I recently finished reading an excellent book on British tank development between the wars and during WWII. Death By Design is written by Peter Beale - a former Troop Leader with the 9th Battalion RTR from 1943 to 1945 - in a frank and to-the-point style that often leaves the reader in no doubt how angry his subject matter has made him.

In the opening pages Beale makes it clear how he feels when he says "Tank crews were murdered because they were sent into battle so ill prepared.". The central thesis of this book is that tank crew lives were wasted because of incomplete training, uncertain doctrine (on how best to use tanks), poor leadership and sub-standard tank design.

Britain, the inventor of the Tank in WWI should have been ideally placed to lead the world in tank design and doctrine by 1939 but the inter-war years had seen army funding cut significantly and the role of 'offensive' land forces played second fiddle to the development and funding of the Navy and Air Force. The charge laid against the Government and military planners of those years is that they failed to plan for the eventuality of another war in Europe. Even when the harbingers of war began to press on the national consciousness the increase in funding and urgency failed to take into account the potential consequences of defeat. By the time the war started Britain's armed forces were woefully inadequate to the task before them.

This book covers all the reasons for this appalling situation, from the political backdrop of the inter-war years to the failure of planners to consolidate thinking on the correct role of the tank. This latter point is most starkly explored in the chapter on tank design which shows the wide and conflicting range of designs developed.

" the period 1930-35 work was done on fifty seven different designs of tank. Of these...twenty eight were never produced in a suitable form to issue to field units....Of those delivered to field units to be used in actions, 75 per sent were useless at the time they were delivered."

There is a lot of interesting information in this book. The personal opinions of the author are given full reign but I don't consider this to be a negative thing. On the contrary Beale's writing fully conveys the anger and frustration of many tank crews during the second world war, who often felt they were expendable assets rather than valued and highly trained soldiers. Ultimately weight of numbers and mechanical reliability were the key to defeating the technically superior tanks of the German Army. But I think Beale is very eloquent when he makes his case that many lives (both British and American) were expended unnecessarily.

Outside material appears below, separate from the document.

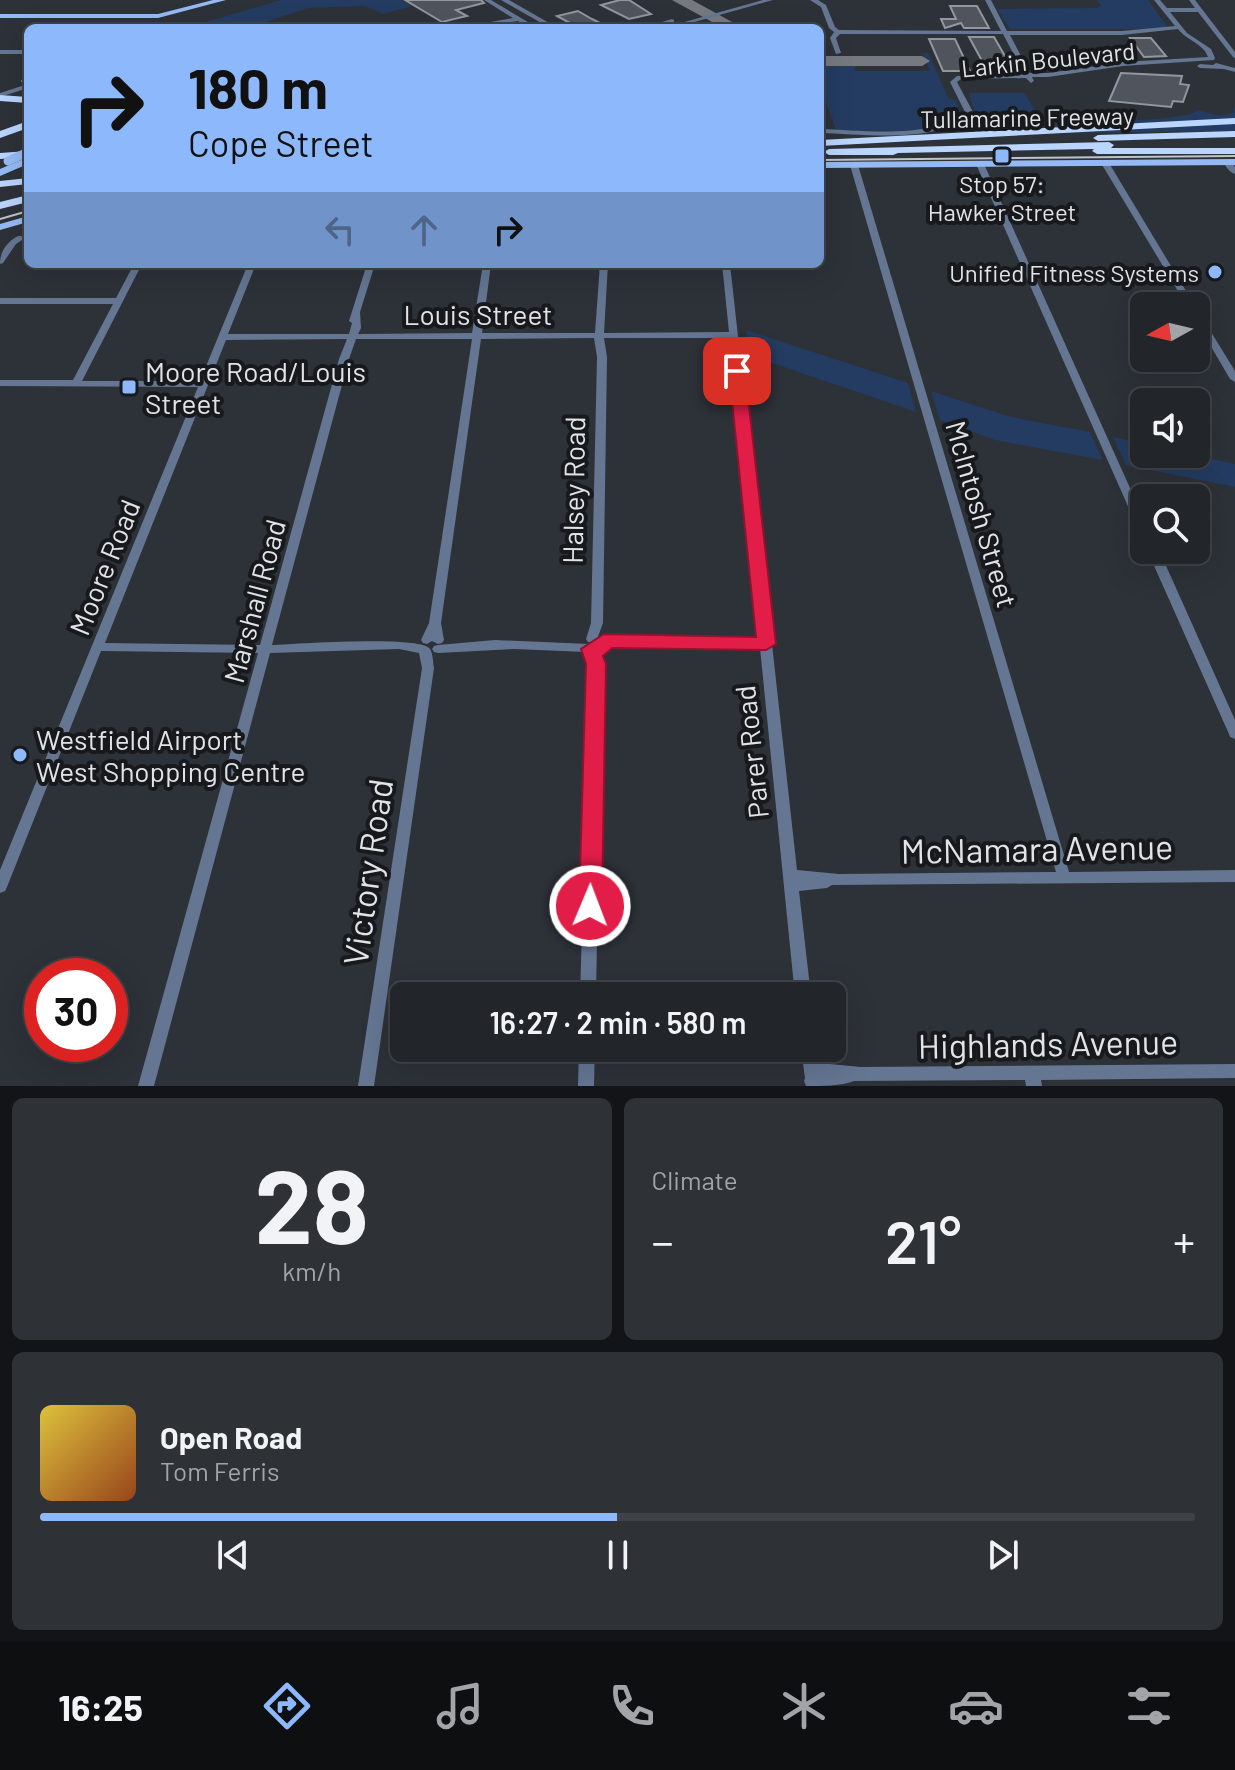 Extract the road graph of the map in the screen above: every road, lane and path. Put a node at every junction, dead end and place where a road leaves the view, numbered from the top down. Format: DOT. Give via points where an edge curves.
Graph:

One of the things that also made this book stand out to me was the political, pre-war story of budget cuts and  lack of development in Tank technology. In many respects it felt like a warning to current governments about the dangers of underinvestment in times of global military uncertainty. Given the pace of current world events - unpredicted and wholly unforeseen only six months ago - this book might be considered a warning from history. It's certainly an interesting read and one that is guaranteed to stir strong emotions in the reader.

Paperback: 224 pages
Publisher: The History Press Ltd (1 Sep 2009)
Price: £10.49 from Amazon


  1. Sounds like quite an interesting read.

  2. Up until now I've read military histories of tank actions in the world wars. But this book takes a step back from combat to look at the wider picture. It asks "why were our tanks inferior" and then answers that question in the widest possible context. The answer encompasses a lack of political vision; administrative and technological disorganization; a lack of military foresight; and the failure of leadership at the very top to act on repeated warnings that our tanks were not up to the task being asked of them.

    Beale makes it clear that we did produce some good tanks. The Matilda was ideal as an infantry support tank during the early years for instance. But more often than not we wasted resources, most importantly time. The Churchill eventually became a good tank but not before it went through a protracted and painful period of development under battle conditions.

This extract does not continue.